Personal information
- Born: September 29, 1952 (age 73) Lake Jackson, Texas, U.S.
- Listed height: 6 ft 3 in (1.91 m)
- Listed weight: 226 lb (103 kg)

Career information
- High school: Clute (TX) Brazoswood
- College: Baylor
- NFL draft: 1975: 7th round, 168th overall pick

Career history
- Baltimore Colts (1975–1978); Minnesota Vikings (1979–1980); Detroit Lions (1980);

Awards and highlights
- Second-team All-American (1974); First-team All-SWC (1974);

Career NFL statistics
- Games played: 85
- Starts: 21
- QB Sacks: 5
- Interceptions: 3
- Fumble recoveries: 5
- Stats at Pro Football Reference

= Derrel Luce =

American football player (born 1952)

Derrel Joe Luce (born September 29, 1952) is an American former professional football player who was a linebacker in the National Football League (NFL). He played college football for the Baylor Bears, earning second-team All-American honors 1974. He played six seasons in the NFL for the Baltimore Colts, Minnesota Vikings, and Detroit Lions.

Luce got his NFL opportunity in 1976 when starting linebacker Tom MacLeod was injured. Luce started all 14 games for the Colts during that season, registering 68 solo tackles and 4 assists, as well as the first two of his 3 career interceptions. He also saw action on special teams on the punt coverage unit, recording three more tackles.

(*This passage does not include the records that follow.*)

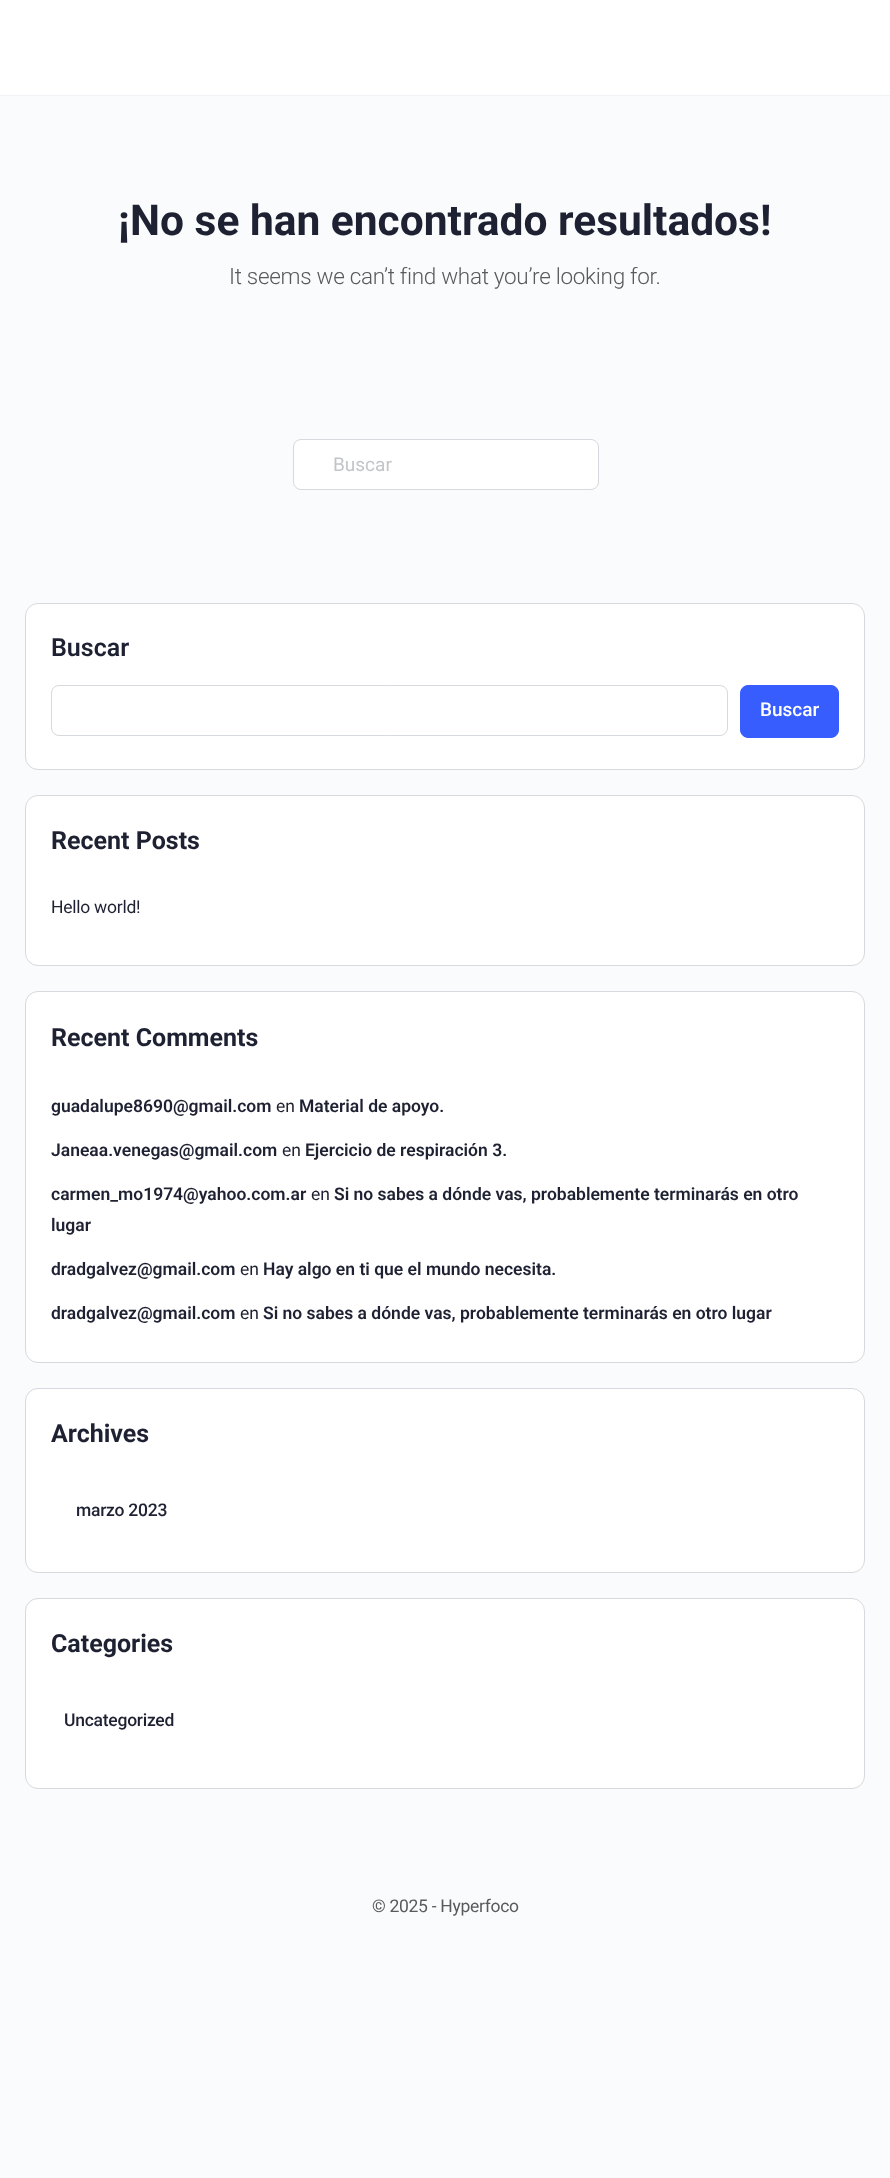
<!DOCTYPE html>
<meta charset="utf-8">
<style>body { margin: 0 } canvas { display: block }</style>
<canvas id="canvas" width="890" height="2178"></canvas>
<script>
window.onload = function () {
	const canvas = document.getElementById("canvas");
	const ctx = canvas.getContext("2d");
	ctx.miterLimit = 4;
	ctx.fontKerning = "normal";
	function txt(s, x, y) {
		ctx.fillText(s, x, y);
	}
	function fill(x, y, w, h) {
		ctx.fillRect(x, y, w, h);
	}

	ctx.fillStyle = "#FAFBFD";
	fill(0, 0, 890, 2178);
	ctx.fillStyle = "#F2F3F6";
	fill(0, 95, 890, 1);
	ctx.fillStyle = "#FFFFFF";
	fill(0, 0, 890, 95);
	ctx.beginPath();
	ctx.roundRect(293.5, 439.5, 305, 50, 7.5);
	ctx.fill();
	ctx.strokeStyle = "#D6D9DD";
	ctx.stroke();
	ctx.beginPath();
	ctx.roundRect(25.5, 603.5, 839, 166, 12.5);
	ctx.fill();
	ctx.stroke();
	ctx.beginPath();
	ctx.roundRect(51.5, 685.5, 676, 50, 7.5);
	ctx.stroke();
	ctx.fillStyle = "#385DFF";
	ctx.beginPath();
	ctx.roundRect(740.5, 685.5, 98, 52, 7.5);
	ctx.fill();
	ctx.strokeStyle = "#385DFF";
	ctx.stroke();
	ctx.fillStyle = "#FFFFFF";
	ctx.beginPath();
	ctx.roundRect(25.5, 795.5, 839, 170, 12.5);
	ctx.fill();
	ctx.strokeStyle = "#D6D9DD";
	ctx.stroke();
	ctx.beginPath();
	ctx.roundRect(25.5, 991.5, 839, 371, 12.5);
	ctx.fill();
	ctx.stroke();
	ctx.beginPath();
	ctx.roundRect(25.5, 1388.5, 839, 184, 12.5);
	ctx.fill();
	ctx.stroke();
	ctx.beginPath();
	ctx.roundRect(25.5, 1598.5, 839, 190, 12.5);
	ctx.fill();
	ctx.stroke();
	ctx.font = "bold 42.5px Roboto";
	ctx.fillStyle = "#1E2132";
	txt("¡No se han encontrado resultados!", 118, 235);
	ctx.letterSpacing = "-0.3px";
	ctx.font = "300 22.5px Roboto";
	ctx.fillStyle = "#5A5A5A";
	txt("It seems we can’t find what you’re looking for.", 229, 284);
	ctx.letterSpacing = "0px";
	ctx.font = "19px Roboto";
	ctx.fillStyle = "#C3C6C9";
	txt("Buscar", 333, 471);
	ctx.font = "600 25px Roboto";
	ctx.fillStyle = "#1E2132";
	txt("Buscar", 51, 656);
	ctx.font = "500 19px Roboto";
	ctx.fillStyle = "#FFFFFF";
	txt("Buscar", 760, 716);
	ctx.font = "bold 25px Roboto";
	ctx.fillStyle = "#1E2132";
	txt("Recent Posts", 51, 849);
	ctx.letterSpacing = "-0.25px";
	ctx.font = "17.5px Roboto";
	txt("Hello world!", 51, 913);
	ctx.letterSpacing = "0px";
	ctx.font = "bold 25px Roboto";
	txt("Recent Comments", 51, 1046);
	ctx.font = "600 17.5px Roboto";
	txt("guadalupe8690@gmail.com", 51, 1112);
	ctx.font = "17.5px Roboto";
	txt("en", 276, 1112);
	ctx.font = "600 17.5px Roboto";
	txt("Material de apoyo.", 299, 1112);
	txt("Janeaa.venegas@gmail.com", 51, 1156);
	ctx.font = "17.5px Roboto";
	txt("en", 282, 1156);
	ctx.font = "600 17.5px Roboto";
	txt("Ejercicio de respiración 3.", 305, 1156);
	txt("carmen_mo1974@yahoo.com.ar", 51, 1200);
	ctx.font = "17.5px Roboto";
	txt("en", 311, 1200);
	ctx.font = "600 17.5px Roboto";
	txt("Si no sabes a dónde vas, probablemente terminarás en otro", 334, 1200);
	txt("lugar", 51, 1231);
	txt("dradgalvez@gmail.com", 51, 1275);
	ctx.font = "17.5px Roboto";
	txt("en", 240, 1275);
	ctx.font = "600 17.5px Roboto";
	txt("Hay algo en ti que el mundo necesita.", 263, 1275);
	txt("dradgalvez@gmail.com", 51, 1319);
	ctx.font = "17.5px Roboto";
	txt("en", 240, 1319);
	ctx.font = "600 17.5px Roboto";
	txt("Si no sabes a dónde vas, probablemente terminarás en otro lugar", 263, 1319);
	ctx.font = "bold 25px Roboto";
	txt("Archives", 51, 1442);
	ctx.letterSpacing = "-0.25px";
	ctx.font = "500 17.5px Roboto";
	txt("marzo 2023", 76, 1516);
	ctx.letterSpacing = "0px";
	ctx.font = "bold 25px Roboto";
	txt("Categories", 51, 1652);
	ctx.letterSpacing = "-0.25px";
	ctx.font = "500 17.5px Roboto";
	txt("Uncategorized", 64, 1726);
	ctx.letterSpacing = "-0.3px";
	ctx.font = "17.5px Roboto";
	ctx.fillStyle = "#5A5A5A";
	txt("© 2025 - Hyperfoco", 372, 1912);
};
</script>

He was released by the Colts on August 22, 1979, immediately ahead of the 1979 NFL season, and was claimed off waivers two days later by the Minnesota Vikings, for whom he saw action in all 16 games of the 1979 season. He made the Vikings roster again in 1980 but was released on October 1, after having appeared in four games. The Detroit Lions signed him two weeks later as a free agent and he appeared in the last 9 games of the season for the silver-and-blue.

Luce received a Bachelor of Arts degree in Geology from Baylor in 1975 and subsequently enrolled in Baylor Law School towards the end of his NFL career.